Bullying is hard for any child to deal with but it can be a major concern for those with special needs.
Often bullies will single out any kid who is “different” for some reason, and students dealing with physical disabilities, speech or hearing difficulties, autism, or other conditions can be easy targets.
However, there are ways parents and adults can deal with any situation before it gets out of hand.
Columbia-based catechist and author Jennifer Fitz addresses the issue bluntly.
“There should be no tolerance of mockery, teasing, bullying, or rudeness from any quarter,” Fitz said in a recent interview. “I’ve seen that attitude come from both students and adults, and you as a leader have to have no tolerance for it. You don’t have to be ugly about it, but you make it clear that we’re not going to treat people that way. I know that sounds very simplistic, but that’s how it needs to be.”
Many children who are picking on someone else will stop if they find out their parent, teacher or someone else they respect frowns on the behavior.
“Disdain is very powerful,” Fitz said. “If you show the bully that you don’t like what they are doing, it immediately shuts down their idea of being the person who is ‘better’ or in the ‘inner circle.’”
Adults can help kids with special needs feel comfortable by accepting them on their own terms and treating them with respect.
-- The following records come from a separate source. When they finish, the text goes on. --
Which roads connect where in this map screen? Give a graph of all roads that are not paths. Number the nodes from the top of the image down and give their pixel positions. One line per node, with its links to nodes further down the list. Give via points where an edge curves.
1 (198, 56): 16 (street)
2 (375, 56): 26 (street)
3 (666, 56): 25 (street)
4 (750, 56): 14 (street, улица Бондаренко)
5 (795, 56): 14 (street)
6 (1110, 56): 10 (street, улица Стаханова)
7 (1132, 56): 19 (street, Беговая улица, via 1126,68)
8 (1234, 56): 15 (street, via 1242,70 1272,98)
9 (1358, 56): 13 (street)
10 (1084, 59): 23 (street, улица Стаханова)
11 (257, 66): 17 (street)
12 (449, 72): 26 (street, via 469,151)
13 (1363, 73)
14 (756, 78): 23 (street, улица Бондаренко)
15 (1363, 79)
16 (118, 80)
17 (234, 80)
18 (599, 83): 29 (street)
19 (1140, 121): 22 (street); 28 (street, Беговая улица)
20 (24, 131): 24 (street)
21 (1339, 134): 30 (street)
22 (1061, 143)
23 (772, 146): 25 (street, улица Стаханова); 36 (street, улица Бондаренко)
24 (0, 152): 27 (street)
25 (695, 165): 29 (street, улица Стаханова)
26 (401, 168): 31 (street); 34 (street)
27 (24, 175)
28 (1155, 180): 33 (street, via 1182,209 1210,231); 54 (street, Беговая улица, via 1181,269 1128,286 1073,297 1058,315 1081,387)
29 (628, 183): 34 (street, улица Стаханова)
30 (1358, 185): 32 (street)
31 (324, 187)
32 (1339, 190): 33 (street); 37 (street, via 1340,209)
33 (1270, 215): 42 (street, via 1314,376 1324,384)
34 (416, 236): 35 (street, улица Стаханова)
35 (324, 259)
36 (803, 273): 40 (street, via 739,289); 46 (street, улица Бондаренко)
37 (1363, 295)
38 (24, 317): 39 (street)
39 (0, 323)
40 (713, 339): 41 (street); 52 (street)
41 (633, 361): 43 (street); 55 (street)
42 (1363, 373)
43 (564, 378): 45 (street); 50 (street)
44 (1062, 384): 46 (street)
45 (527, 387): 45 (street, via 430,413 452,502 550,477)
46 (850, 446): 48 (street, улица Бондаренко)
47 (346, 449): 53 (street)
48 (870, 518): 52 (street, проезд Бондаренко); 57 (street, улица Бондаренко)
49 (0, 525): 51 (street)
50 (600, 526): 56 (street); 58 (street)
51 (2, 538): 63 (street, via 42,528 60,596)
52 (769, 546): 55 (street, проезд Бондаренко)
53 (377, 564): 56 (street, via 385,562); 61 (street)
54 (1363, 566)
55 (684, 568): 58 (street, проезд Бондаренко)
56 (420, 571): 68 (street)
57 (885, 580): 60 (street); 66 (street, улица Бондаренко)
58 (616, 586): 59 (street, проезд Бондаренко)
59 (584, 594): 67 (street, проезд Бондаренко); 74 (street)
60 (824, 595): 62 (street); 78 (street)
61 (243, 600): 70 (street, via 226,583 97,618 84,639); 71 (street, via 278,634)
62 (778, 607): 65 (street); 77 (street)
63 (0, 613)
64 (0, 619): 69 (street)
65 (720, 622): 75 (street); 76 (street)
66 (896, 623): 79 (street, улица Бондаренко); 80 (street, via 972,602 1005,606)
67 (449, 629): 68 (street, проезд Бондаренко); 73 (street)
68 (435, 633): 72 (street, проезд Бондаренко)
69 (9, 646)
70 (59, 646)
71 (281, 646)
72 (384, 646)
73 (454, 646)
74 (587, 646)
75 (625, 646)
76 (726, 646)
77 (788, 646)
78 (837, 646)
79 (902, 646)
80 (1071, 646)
Learn what the young person can and can’t do, she said, and then help them take part in activities with others as much as possible.
“The important thing is to teach kids to respect everyone,” Fitz said. “The fundamental message of Christianity is forgiveness and mercy, and the quest for virtue. You can draw on lessons from the Gospels, teach the Beatitudes, talk about the Christian virtues. If you’re being an authentic Christian, respect comes out naturally.”
Liz List knows the challenges firsthand. She is the mother of a special needs child and also leads the LAMBS program at St. Mary Magdalene Church in Simpsonville. Through LAMBS, she organizes activities and religious instruction for children with a variety of special needs, ranging from autism to learning disabilities and sensory issues.
List said bullying can be avoided if children learn from the beginning how to accept and work with a peer with special needs. She suggests helping them find common ground, such as an activity, TV or movie character, or even a clothing style or color that they all like. Even something that simple can help break the ice.
She said it’s also important to explain the child’s situation to other kids in a way they can understand.
“I equate it to the fact that we all sometimes can’t do what we want to do,” List said. “You need to tell children that they need to accept the special needs child, respect them and remember that they can’t help it if, say, they have a difference in speech or their learning ability.”
List said as a parent, she’s learned to strike a balance when her child had difficulties with other kids. “Try to find a way to empower your child and give them a way to deal with the situation,” she said. “Let them know you’re always there for them. You don’t want to overpower the child. We as parents have always wanted to work as a team with teachers and others to make things right. The most important thing for the child to know, though, is they have a right not to be picked on.”